Excerpts from a dataset.
= Beginning of Section =
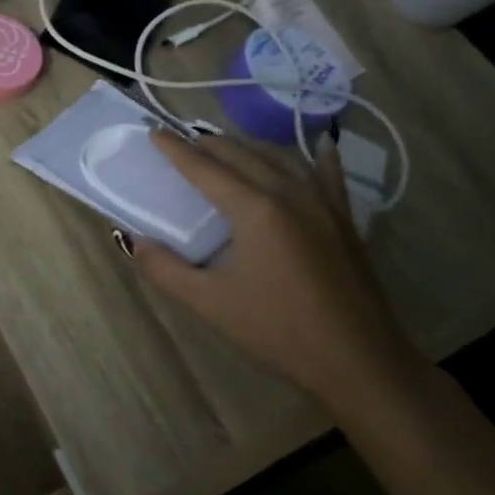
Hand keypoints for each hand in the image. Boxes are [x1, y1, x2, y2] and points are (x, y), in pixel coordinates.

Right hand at [131, 127, 418, 404]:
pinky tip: (319, 145)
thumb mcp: (209, 303)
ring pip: (280, 158)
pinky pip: (328, 175)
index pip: (204, 168)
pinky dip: (317, 157)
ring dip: (248, 147)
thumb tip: (134, 241)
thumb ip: (165, 269)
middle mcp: (289, 193)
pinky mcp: (345, 220)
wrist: (360, 362)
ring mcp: (323, 203)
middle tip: (182, 142)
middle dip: (208, 144)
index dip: (175, 149)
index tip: (153, 132)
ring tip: (226, 147)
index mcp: (255, 209)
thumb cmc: (278, 331)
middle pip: (241, 154)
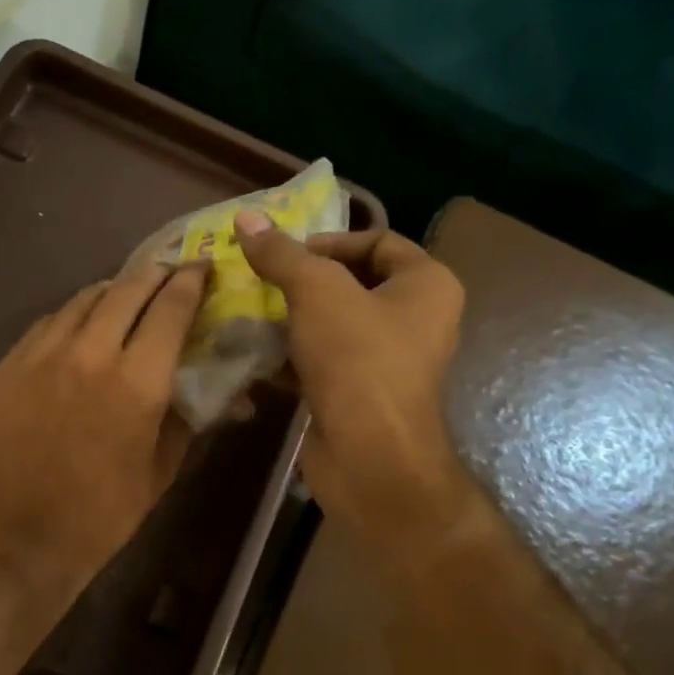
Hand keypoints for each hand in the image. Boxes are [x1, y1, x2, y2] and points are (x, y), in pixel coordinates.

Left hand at [0, 262, 207, 635]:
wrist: (14, 540)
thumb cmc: (99, 517)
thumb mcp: (159, 472)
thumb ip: (187, 419)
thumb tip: (218, 390)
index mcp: (136, 382)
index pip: (171, 309)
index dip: (192, 283)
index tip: (203, 268)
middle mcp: (89, 352)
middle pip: (128, 289)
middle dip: (156, 274)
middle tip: (171, 271)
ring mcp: (42, 354)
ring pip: (84, 298)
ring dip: (114, 290)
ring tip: (129, 293)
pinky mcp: (9, 365)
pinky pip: (49, 322)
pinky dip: (75, 314)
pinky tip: (81, 326)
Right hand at [234, 212, 465, 533]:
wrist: (368, 455)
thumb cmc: (357, 359)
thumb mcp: (316, 291)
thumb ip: (281, 254)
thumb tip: (246, 218)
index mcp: (427, 285)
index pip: (378, 241)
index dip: (330, 240)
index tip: (285, 254)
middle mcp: (416, 319)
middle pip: (352, 283)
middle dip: (303, 281)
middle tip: (261, 279)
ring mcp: (388, 361)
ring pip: (333, 324)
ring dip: (291, 318)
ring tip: (251, 312)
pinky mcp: (359, 394)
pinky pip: (323, 361)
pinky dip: (292, 355)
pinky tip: (255, 352)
= End of Section =
Task statement.
From the first line to the last, restate the entries exactly, without pictures.

Answer to this task.
Hand keypoints for each hand in the image. Boxes are [x1, y1, x2, y2] and points are (x, y), in pixel coordinates.

Right hand at [131, 127, 418, 404]:
pinky tip: (319, 145)
thumb mcp: (209, 303)
ring pip: (280, 158)
pinky pip: (328, 175)
index pip: (204, 168)
pinky dip: (317, 157)
ring dip: (248, 147)
thumb tip: (134, 241)
thumb ip: (165, 269)
middle mcp: (289, 193)
pinky mcp: (345, 220)
wrist: (360, 362)
ring mcp: (323, 203)
middle tip: (182, 142)
middle dip: (208, 144)
index dip: (175, 149)
index tip: (153, 132)
ring tip: (226, 147)
index mcp: (255, 209)
thumb cmc: (278, 331)
middle pip: (241, 154)
Hand keypoints for each hand in the image. Boxes are [x1, y1, x2, y2] and points are (x, y), in pixel coordinates.

Left hand at [0, 262, 207, 635]:
wrist: (14, 540)
thumb cmc: (99, 517)
thumb mcp: (159, 472)
thumb ip: (187, 419)
thumb tip: (218, 390)
index mcp: (136, 382)
index pip: (171, 309)
index dip: (192, 283)
index tip: (203, 268)
middle mcp: (89, 352)
middle pip: (128, 289)
middle dip: (156, 274)
middle tip: (171, 271)
ring mcp: (42, 354)
ring pip: (84, 298)
ring dip: (114, 290)
ring tip: (129, 293)
pinky mcp: (9, 365)
pinky pip: (49, 322)
pinky dip: (75, 314)
pinky tip: (81, 326)
Right hand at [234, 212, 465, 533]:
wrist: (368, 455)
thumb cmc: (357, 359)
thumb mcp: (316, 291)
thumb ip: (281, 254)
thumb tip: (246, 218)
index mcp: (427, 285)
index pip: (378, 241)
index dip: (330, 240)
index tip: (285, 254)
middle mcp: (416, 319)
middle pip: (352, 283)
middle dip: (303, 281)
middle tip: (261, 279)
ring mcp: (388, 361)
ring pip: (333, 324)
ring dip: (291, 318)
ring tip: (251, 312)
pinky mcp: (359, 394)
pinky pip: (323, 361)
pinky dip: (292, 355)
pinky tip: (255, 352)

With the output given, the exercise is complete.